Le due facce della giustizia

Riportiamo qui di seguito un articolo di Patrizio Gonnella e Luigi Manconi uscito sul quotidiano Europa lo scorso 26 novembre:

La teoria della stigmatizzazione sociale è stata perfettamente realizzata nella vicenda della scuola romana occupata “8 marzo”. I fatti processuali hanno visto come protagonisti cinque ragazzi impegnati con altri, in un’occupazione di un edificio pubblico abbandonato.
L’ambientazione è quella di una classica periferia romana. Oramai due mesi addietro (14 settembre), un numero di carabinieri così numeroso da far pensare a un’operazione antimafia arresta, nel quartiere della Magliana, cinque persone, in prevalenza giovani, e a quattro di loro, con i tipici eccessi della custodia cautelare, viene fatta “assaggiare” l’esperienza, non propriamente educativa, del carcere.
Dopo alcune settimane la misura detentiva viene trasformata in arresti domiciliari. I protagonisti della storia – ovvero gli indagati – sono ricercatori universitari e operatori sociali; due sono ancor’oggi agli arresti domiciliari. Le prescrizioni che stanno ancora subendo, di fatto hanno messo a rischio la loro attività professionale.

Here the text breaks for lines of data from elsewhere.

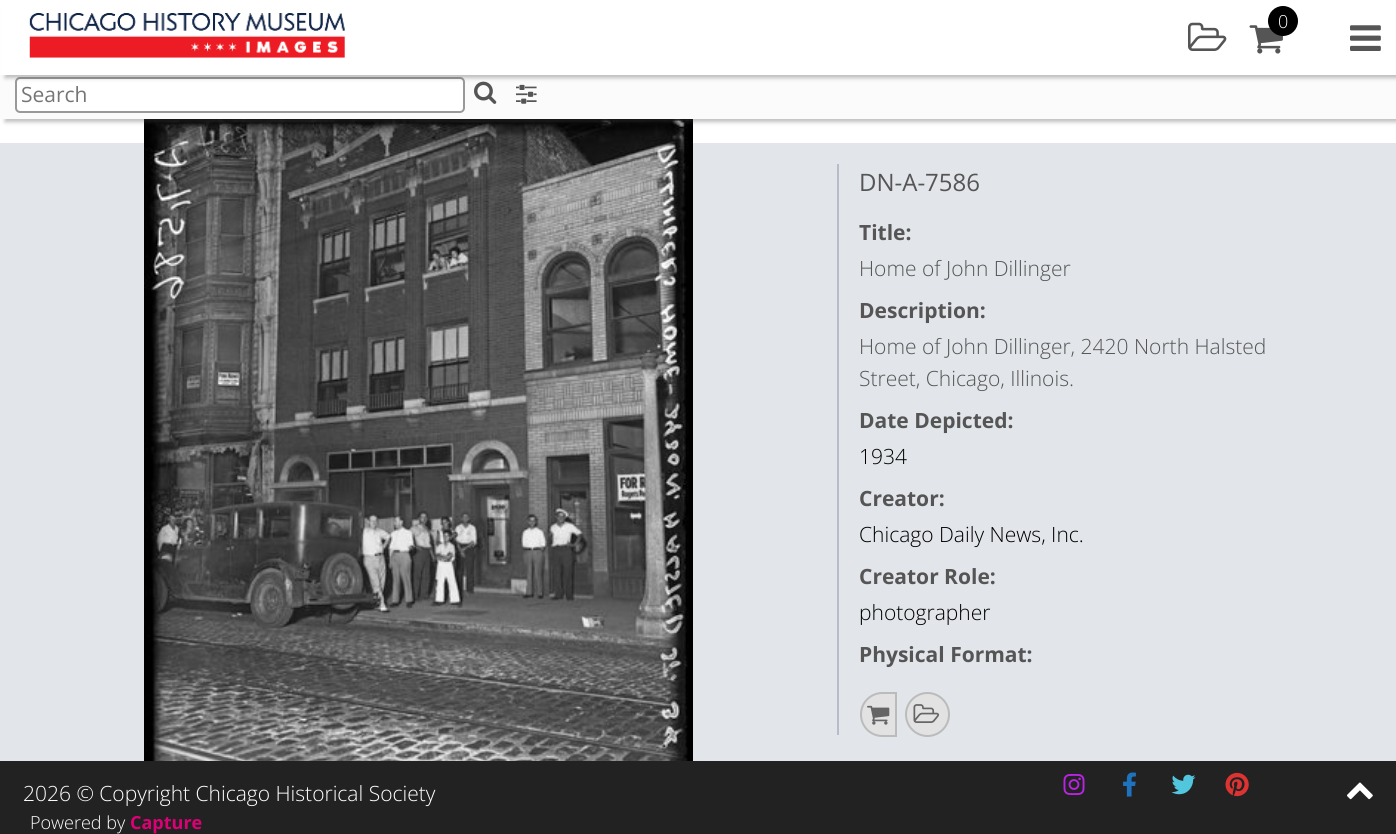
import math
import cairocffi as cairo

surface = cairo.ImageSurface(cairo.FORMAT_RGB24, 1396, 834)
ctx = cairo.Context(surface)
options = cairo.FontOptions()
options.set_hint_metrics(cairo.HINT_METRICS_OFF)
options.set_hint_style(cairo.HINT_STYLE_NONE)
ctx.set_font_options(options)
ctx.set_miter_limit(4)


def rgb(r, g, b):
    ctx.set_source_rgb(r / 255, g / 255, b / 255)


def face(family, size, italic, bold):
    ctx.select_font_face(family, cairo.FONT_SLANT_ITALIC if italic else cairo.FONT_SLANT_NORMAL, cairo.FONT_WEIGHT_BOLD if bold else cairo.FONT_WEIGHT_NORMAL)
    ctx.set_font_size(size)


def label(x, y, s):
    ctx.move_to(x, y)
    ctx.show_text(s)


def rect(x, y, w, h):
    ctx.rectangle(x, y, w, h)
    ctx.fill()


def rrect(x, y, w, h, r):
    ctx.new_sub_path()
    for i, (u, v) in enumerate([(x + w - r, y + h - r), (x + r, y + h - r), (x + r, y + r), (x + w - r, y + r)]):
        ctx.arc(u, v, r, i * math.pi / 2, (i + 1) * math.pi / 2)
    ctx.close_path()


def soft_shadow(x, y, w, h, r, blur, alpha):
    ctx.push_group_with_content(cairo.CONTENT_ALPHA)
    ctx.set_operator(cairo.OPERATOR_SOURCE)
    for i in range(15, -16, -2):
        e = blur * i / 6
        if min(w, h) + 2 * e > 0:
            ctx.set_source_rgba(0, 0, 0, alpha * math.erfc((i - 1) / 8.5) / 2)
            rrect(x - e, y - e, w + 2 * e, h + 2 * e, max(0, min(r + e + blur * .6, min(w, h) / 2 + e)))
            ctx.fill()
    ctx.mask(ctx.pop_group())


def image(path, x, y, w, h):
    ctx.save()
    ctx.set_source_surface(cairo.ImageSurface.create_from_png(path), x, y)
    ctx.rectangle(x, y, w, h)
    ctx.fill()
    ctx.restore()


rgb(255, 255, 255)
ctx.paint()
rgb(226, 229, 233)
rect(0, 143, 1396, 618)
image('image6.png', 144, 119, 549, 642)
rgb(74, 69, 69)
soft_shadow(5, 68, 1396, 54, 0, 2, 0.35)
rgb(251, 251, 251)
rect(0, 75, 1396, 44)
rgb(255, 255, 255)
rrect(16, 78, 448, 34, 4)
ctx.fill_preserve()
rgb(153, 153, 153)
ctx.stroke()
image('image4.png', 474, 81, 23, 23)
image('image5.png', 516, 84, 21, 20)
rgb(74, 69, 69)
soft_shadow(5, 3, 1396, 75, 0, 2, 0.35)
rgb(255, 255, 255)
rect(1, 0, 1395, 75)
image('image0.png', 29, 13, 316, 45)
image('image1.png', 1188, 22, 39, 29)
image('image2.png', 1249, 25, 34, 29)
rgb(0, 0, 0)
ctx.arc(1283, 21, 15, 0, 2 * math.pi)
ctx.fill()
face('Open Sans Light', 18, 0, 0)
rgb(255, 255, 255)
label(1278, 28, '0')
image('image3.png', 1350, 25, 31, 26)
face('Open Sans', 21, 0, 0)
rgb(117, 117, 117)
label(21, 102, 'Search')
rgb(183, 189, 200)
rect(837, 164, 2, 571)
face('Open Sans', 24, 0, 0)
rgb(85, 85, 85)
label(859, 191, 'DN-A-7586')
face('Open Sans', 21, 0, 1)
label(859, 240, 'Title:')
face('Open Sans Light', 21, 0, 0)
label(859, 276, 'Home of John Dillinger')
face('Open Sans', 21, 0, 1)
label(859, 318, 'Description:')
face('Open Sans Light', 21, 0, 0)
label(859, 354, 'Home of John Dillinger, 2420 North Halsted')
label(859, 386, 'Street, Chicago, Illinois.')
face('Open Sans', 21, 0, 1)
label(859, 428, 'Date Depicted:')
face('Open Sans Light', 21, 0, 0)
rgb(0, 0, 0)
label(859, 464, '1934')
face('Open Sans', 21, 0, 1)
rgb(85, 85, 85)
label(859, 506, 'Creator:')
face('Open Sans Light', 21, 0, 0)
rgb(0, 0, 0)
label(859, 542, 'Chicago Daily News, Inc.')
face('Open Sans', 21, 0, 1)
rgb(85, 85, 85)
label(859, 584, 'Creator Role:')
face('Open Sans Light', 21, 0, 0)
rgb(0, 0, 0)
label(859, 620, 'photographer')
face('Open Sans', 21, 0, 1)
rgb(85, 85, 85)
label(859, 662, 'Physical Format:')
rgb(226, 226, 226)
ctx.new_path()
ctx.move_to(882.5, 693)
ctx.line_to(896, 693)
ctx.line_to(896, 736)
ctx.line_to(882.5, 736)
ctx.curve_to(870.5, 736, 861, 726.5, 861, 714.5)
ctx.curve_to(861, 702.5, 870.5, 693, 882.5, 693)
ctx.close_path()
ctx.fill_preserve()
rgb(187, 187, 187)
ctx.stroke()
image('image7.png', 867, 705, 23, 20)
rgb(226, 226, 226)
ctx.arc(927.5, 714.5, 21.5, 0, 2 * math.pi)
ctx.fill_preserve()
rgb(187, 187, 187)
ctx.stroke()
image('image8.png', 913, 704, 26, 19)
rgb(34, 34, 34)
rect(0, 761, 1396, 73)
face('Open Sans Light', 21, 0, 0)
rgb(255, 255, 255)
label(23, 801, '2026 © Copyright Chicago Historical Society')
face('Open Sans Light', 18, 0, 0)
label(30, 829, 'Powered by')
face('Open Sans', 18, 0, 1)
rgb(219, 0, 116)
label(130, 829, 'Capture')
image('image9.png', 1063, 774, 22, 21)
image('image10.png', 1123, 772, 13, 25)
image('image11.png', 1171, 774, 25, 21)
image('image12.png', 1225, 772, 24, 25)
image('image13.png', 1347, 782, 26, 18)
surface.write_to_png('render.png')
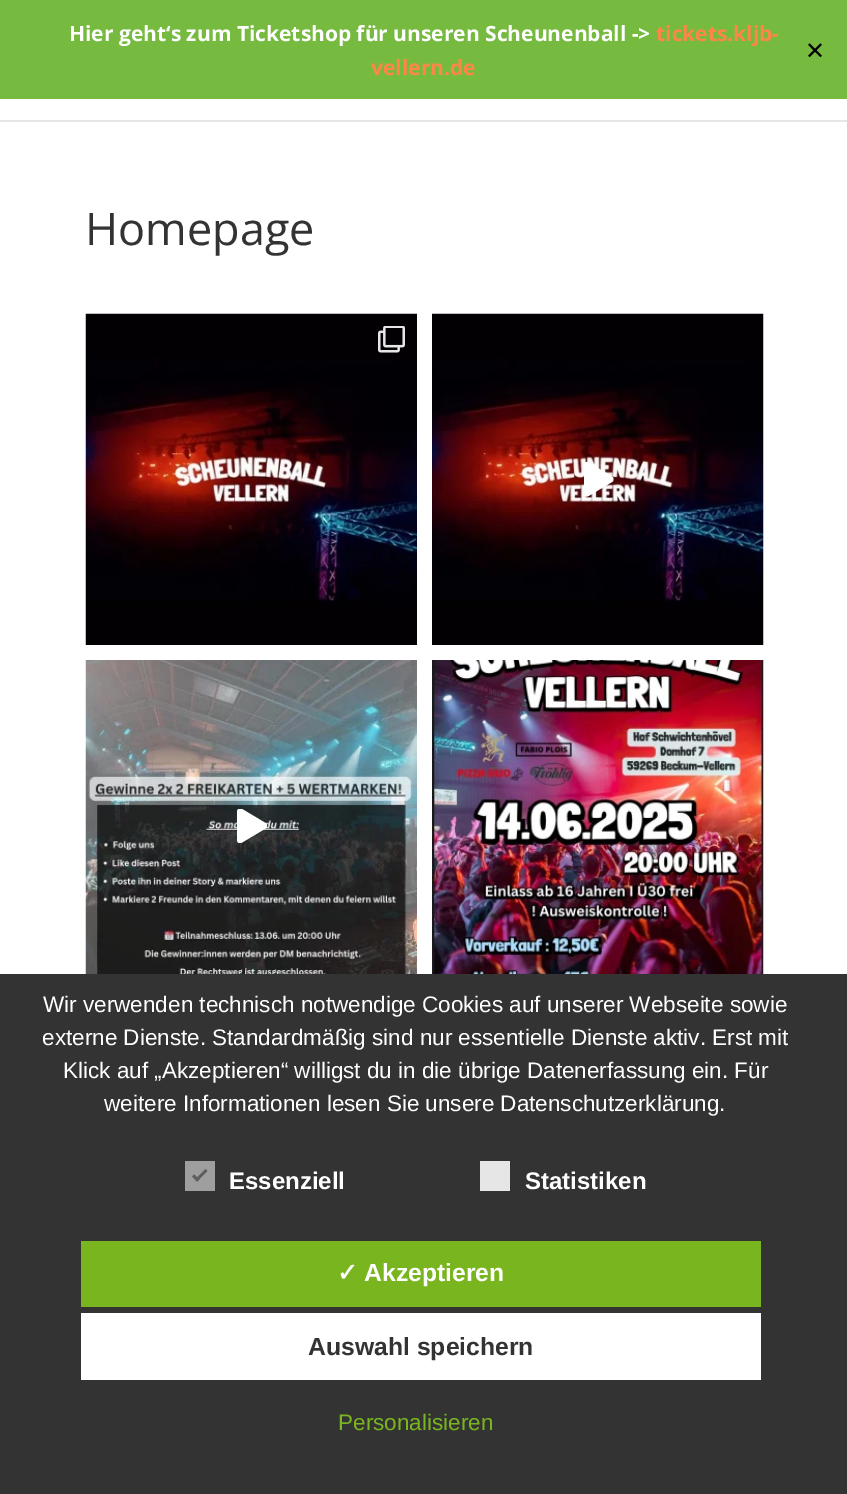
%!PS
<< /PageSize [847 1494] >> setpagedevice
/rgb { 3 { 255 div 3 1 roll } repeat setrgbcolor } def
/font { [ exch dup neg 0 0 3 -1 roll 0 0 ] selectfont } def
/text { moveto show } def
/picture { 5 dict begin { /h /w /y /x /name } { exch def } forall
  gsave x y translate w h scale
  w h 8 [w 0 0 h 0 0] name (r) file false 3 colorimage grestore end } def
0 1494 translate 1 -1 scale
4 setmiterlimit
255 255 255 rgb
0 0 847 1494 rectfill
230 230 230 rgb
0 120 moveto 0 2 rlineto 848 0 rlineto 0 -120 rlineto 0 118 rlineto closepath fill
118 187 64 rgb
0 0 847 99 rectfill
(img_01.rgb) 85 313 332 332 picture
(img_02.rgb) 378 326 27 27 picture
(img_03.rgb) 432 313 332 332 picture
gsave
584 462 30 35 rectclip
255 255 255 rgb
612 476.5 moveto -23.5 -14 rlineto -2 -1 -5 0 -5 2.5 rcurveto 0 28.5 rlineto 0 2.5 2.5 4 5 2.5 rcurveto 23.5 -14 rlineto 2 -1 2 -4.5 0 -5.5 rcurveto closepath fill
grestore
(img_04.rgb) 85 660 332 314 picture
gsave
237 809 30 34 rectclip
255 255 255 rgb
265.5 823 moveto -23.5 -14 rlineto -2 -1 -5 0 -5 2.5 rcurveto 0 28.5 rlineto 0 2.5 2.5 4 5 2.5 rcurveto 23.5 -14 rlineto 2 -1 2 -4.5 0 -5.5 rcurveto closepath fill
grestore
(img_05.rgb) 432 660 332 314 picture
51 51 51 rgb
0 974 847 520 rectfill
158 158 158 rgb
185 1161 30 30 rectfill
94 94 94 rgb
205.5 1169 moveto 2 2 rlineto -10.5 10.5 rlineto -2 -2 rlineto closepath fill
194 1174.5 moveto 5.5 5 rlineto -2.5 2 rlineto -5 -5 rlineto closepath fill
230 230 230 rgb
480 1161 30 30 rectfill
121 181 31 rgb
81 1241 680 66 rectfill
255 255 255 rgb
81 1313 680 67 rectfill
/OpenSans-Bold 21 font
(Hier geht‘s zum Ticketshop für unseren Scheunenball ->) 69 41 text
255 134 72 rgb
(tickets.kljb-) 656 41 text
(vellern.de) 371 75 text
/DejaVuSans-Regular 24 font
0 0 0 rgb
(✕) 805 59 text
/OpenSans-Regular 45 font
51 51 51 rgb
(Homepage) 85 245 text
/LiberationSans-Regular 22.5 font
255 255 255 rgb
(Wir verwenden technisch notwendige Cookies auf unserer Webseite sowie) 43 1012 text
(externe Dienste. Standardmäßig sind nur essentielle Dienste aktiv. Erst mit) 42 1045 text
(Klick auf „Akzeptieren“ willigst du in die übrige Datenerfassung ein. Für) 63 1078 text
(weitere Informationen lesen Sie unsere Datenschutzerklärung.) 104 1111 text
/LiberationSans-Bold 24 font
(Essenziell) 229 1189 text
(Statistiken) 525 1189 text
/DejaVuSans-Bold 24.75 font
(✓) 337 1281 text
/LiberationSans-Bold 24.75 font
(Akzeptieren) 364 1281 text
51 51 51 rgb
(Auswahl speichern) 308 1355 text
/LiberationSans-Regular 22.5 font
121 181 31 rgb
(Personalisieren) 338 1430 text
showpage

Ecco come la giustizia penale può rovinare le vite lavorative di giovani presunti innocenti. La vicenda della scuola “8 marzo” presenta tutte le caratteristiche dell’attuale amministrazione della giustizia: simbolicamente forte nei confronti dei deboli e dei nemici (i poveri, gli immigrati, i disturbatori dell’ordine sociale, chi fa politica fuori dalle istituzioni…), simbolicamente lenta nei confronti di coloro che hanno risorse finanziarie per una adeguata difesa legale.
In un paese come il nostro dove quasi il 50 per cento della popolazione reclusa è costituito da uomini e donne in attesa di giudizio, i casi di uso sanzionatorio e punitivo della custodia cautelare e dell’azione giudiziaria sono purtroppo molto frequenti.
I motivi per cui viene imposta una misura cautelare non possono che essere quelli previsti dal codice di procedura penale. Spesso però la custodia cautelare viene fatta coincidere con la sanzione, penale e pubblica.
Così è avvenuto per i cinque della scuola “8 marzo”. Il processo si poteva fare anche senza l’applicazione di misure detentive. In un caso come questo è stata accordata una punizione pubblica – la perdita del posto di lavoro – prima, assai prima, che il processo fosse arrivato a sentenza finale.
Si tratta di un caso classico di uso simbolico dell’azione di polizia e della misura cautelare. Non sappiamo se c’è stata una strategia coordinata. Sappiamo però che in questo modo si rovinano le vite delle persone.